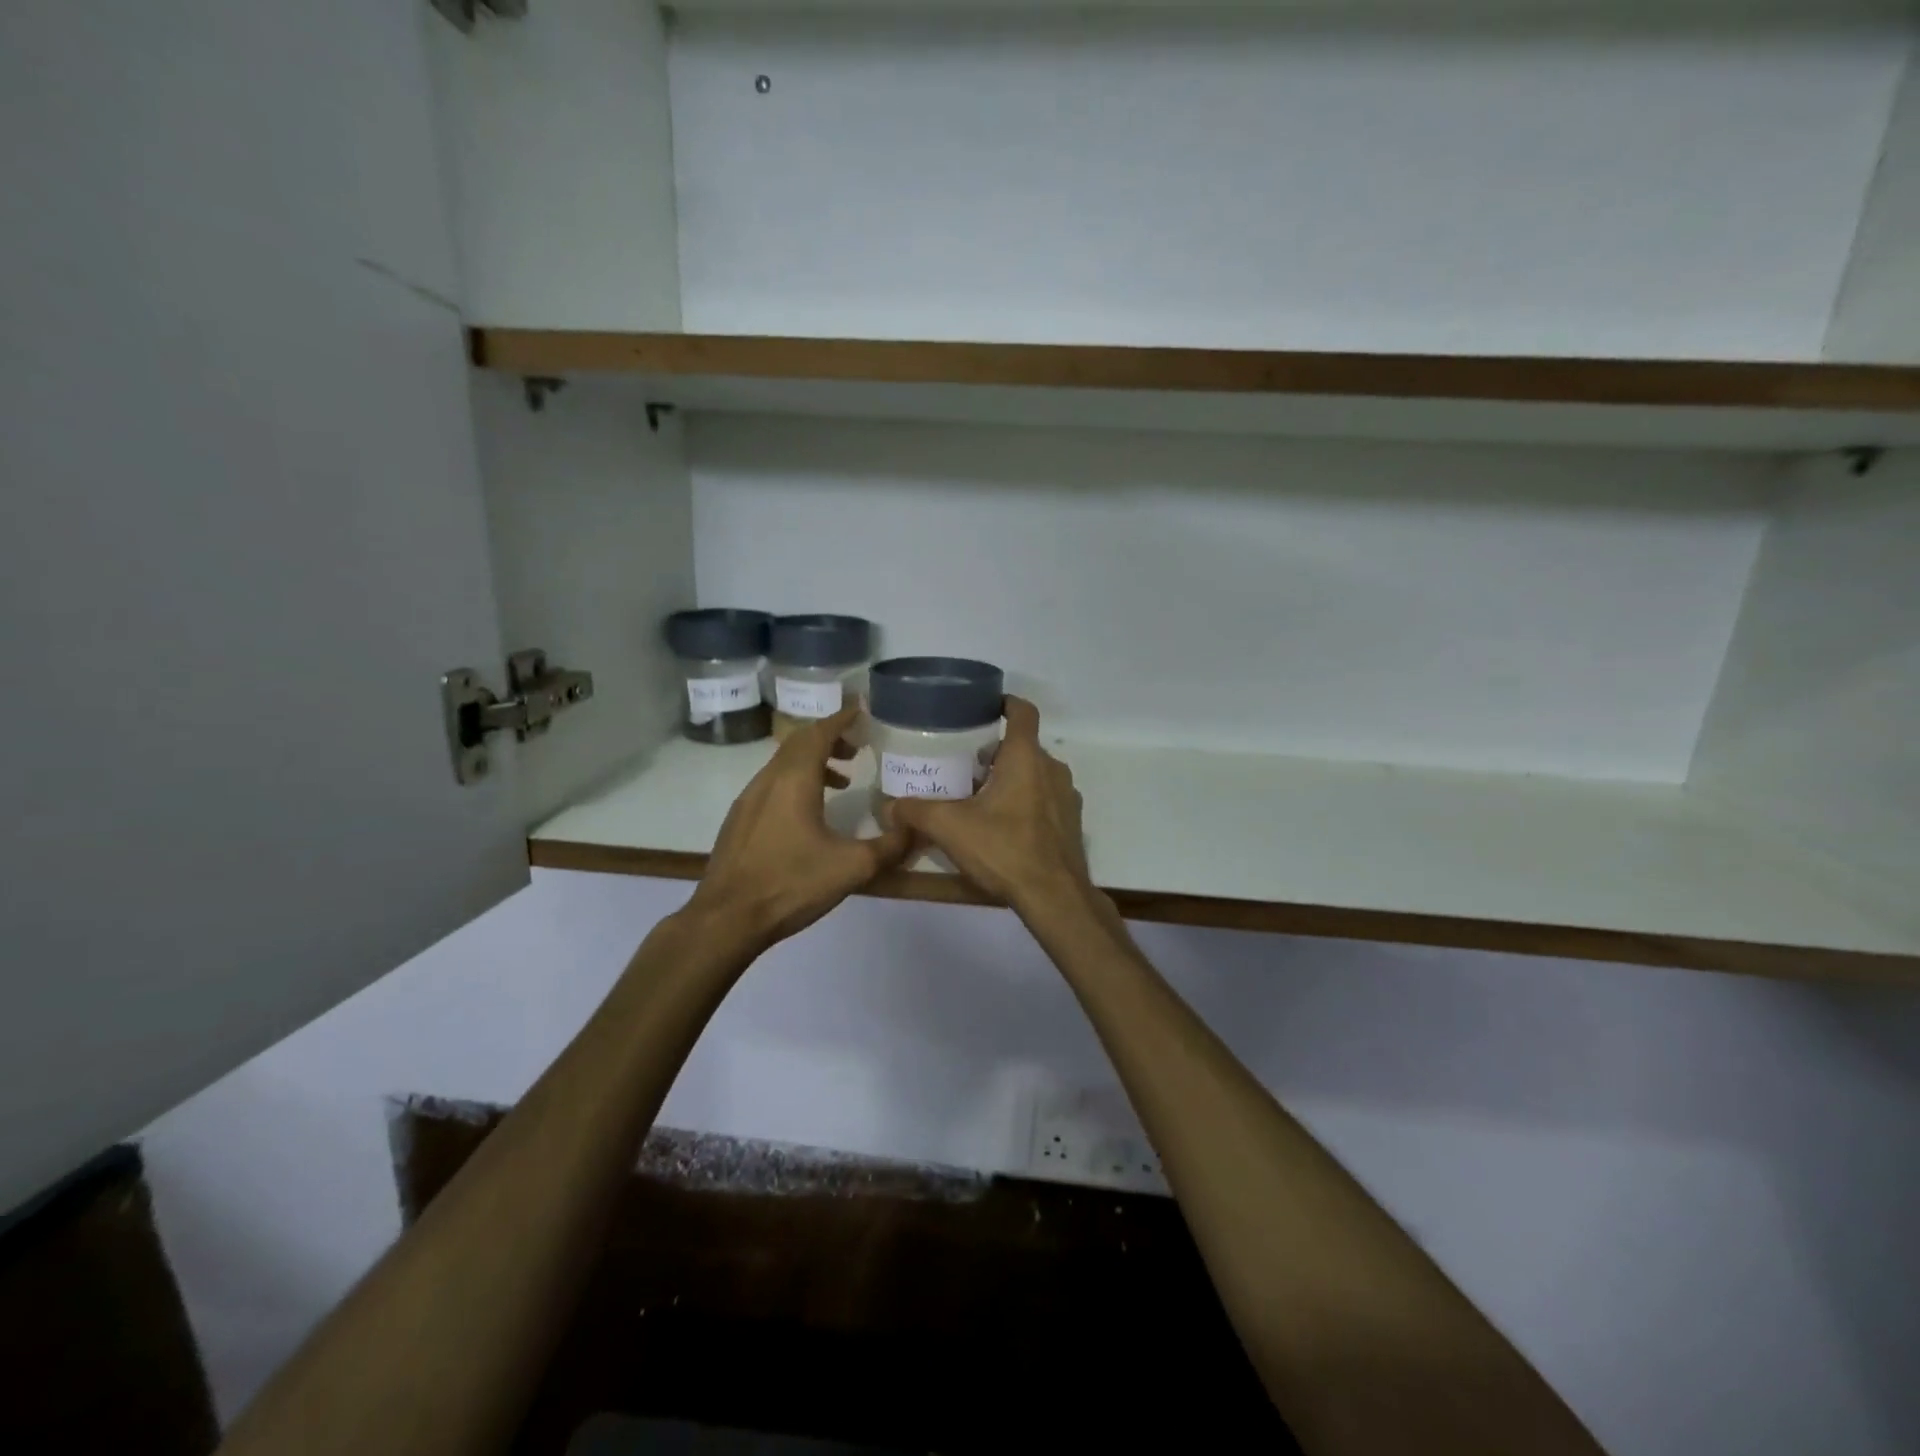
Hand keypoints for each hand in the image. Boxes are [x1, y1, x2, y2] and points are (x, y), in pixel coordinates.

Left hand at [685, 706, 912, 948]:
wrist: (726, 919)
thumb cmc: (790, 884)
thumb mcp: (852, 868)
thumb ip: (890, 846)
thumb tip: (915, 828)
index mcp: (794, 780)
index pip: (819, 733)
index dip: (841, 719)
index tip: (861, 711)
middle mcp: (768, 780)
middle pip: (799, 742)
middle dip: (830, 737)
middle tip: (858, 747)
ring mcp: (748, 799)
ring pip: (783, 763)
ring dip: (813, 761)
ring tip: (842, 780)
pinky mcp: (739, 820)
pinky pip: (772, 783)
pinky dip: (796, 781)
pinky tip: (809, 813)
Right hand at [882, 697, 1093, 917]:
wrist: (1055, 897)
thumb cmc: (1004, 849)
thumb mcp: (950, 828)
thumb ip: (916, 811)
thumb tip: (888, 806)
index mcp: (1026, 757)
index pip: (1023, 712)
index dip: (1005, 702)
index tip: (985, 706)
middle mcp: (1052, 769)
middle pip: (1023, 747)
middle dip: (994, 752)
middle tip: (963, 764)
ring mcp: (1066, 797)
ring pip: (1035, 774)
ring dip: (1010, 778)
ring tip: (979, 797)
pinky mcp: (1071, 822)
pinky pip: (1045, 799)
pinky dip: (1025, 802)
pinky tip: (1003, 826)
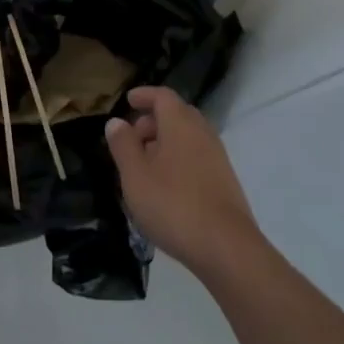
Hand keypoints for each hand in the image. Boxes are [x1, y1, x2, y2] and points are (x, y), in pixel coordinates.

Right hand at [105, 87, 262, 279]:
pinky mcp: (225, 181)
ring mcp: (217, 157)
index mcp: (180, 123)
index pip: (162, 96)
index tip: (128, 100)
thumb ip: (123, 145)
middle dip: (153, 120)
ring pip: (188, 137)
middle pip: (177, 114)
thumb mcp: (135, 175)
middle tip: (133, 138)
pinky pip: (197, 157)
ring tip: (145, 166)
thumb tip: (117, 122)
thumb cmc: (173, 204)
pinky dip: (179, 160)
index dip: (144, 95)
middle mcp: (202, 132)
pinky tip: (166, 186)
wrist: (226, 248)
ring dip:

▸ **EXERCISE GOAL**:
From the first record to the last, transcribe everything exactly but drop the pictures.

▸ **REPLY TO THE TASK**:
Hand keypoints for each hand in the image. Boxes are [x1, y1, x2, y2] and points are (x, y), in pixel coordinates.

Left hand at [685, 706, 912, 948]:
wrist: (726, 919)
thumb cmc: (790, 884)
thumb mcp: (852, 868)
thumb ip: (890, 846)
thumb tip: (915, 828)
index mcp: (794, 780)
index pip: (819, 733)
index dip: (841, 719)
index tip: (861, 711)
middle mcp: (768, 780)
middle pip: (799, 742)
middle dip: (830, 737)
middle tip: (858, 747)
ring mcp: (748, 799)
ring pip: (783, 763)
ring dip: (813, 761)
ring tip: (842, 780)
pinky mcp: (739, 820)
pinky pip: (772, 783)
pinky dip: (796, 781)
pinky tip: (809, 813)
Right hand at [882, 697, 1093, 917]:
wrist: (1055, 897)
thumb cmc: (1004, 849)
thumb mcp: (950, 828)
thumb ip: (916, 811)
thumb tip: (888, 806)
index mcp: (1026, 757)
index pip: (1023, 712)
index dip: (1005, 702)
index tip: (985, 706)
middle mcp: (1052, 769)
middle pip: (1023, 747)
middle dip: (994, 752)
middle tip: (963, 764)
ring mcp: (1066, 797)
ring pip: (1035, 774)
ring dip: (1010, 778)
ring tip: (979, 797)
pinky mcp: (1071, 822)
pinky pip: (1045, 799)
pinky dip: (1025, 802)
pinky tip: (1003, 826)
Hand keypoints for each hand in the image. Boxes are [x1, y1, x2, y2] and points are (x, y), in pixel coordinates.

Right hand at [105, 87, 262, 279]:
pinky mcp: (225, 181)
ring mcp: (217, 157)
index mcp: (180, 123)
index pip: (162, 96)
index tip: (128, 100)
thumb ip: (123, 145)
middle dip: (153, 120)
ring pip: (188, 137)
middle pip: (177, 114)
thumb mcp: (135, 175)
middle tip: (133, 138)
pinky pip: (197, 157)
ring tip: (145, 166)
thumb tip: (117, 122)
thumb cmc: (173, 204)
pinky dip: (179, 160)
index dip: (144, 95)
middle mcp: (202, 132)
pinky tip: (166, 186)
wrist: (226, 248)
ring dip:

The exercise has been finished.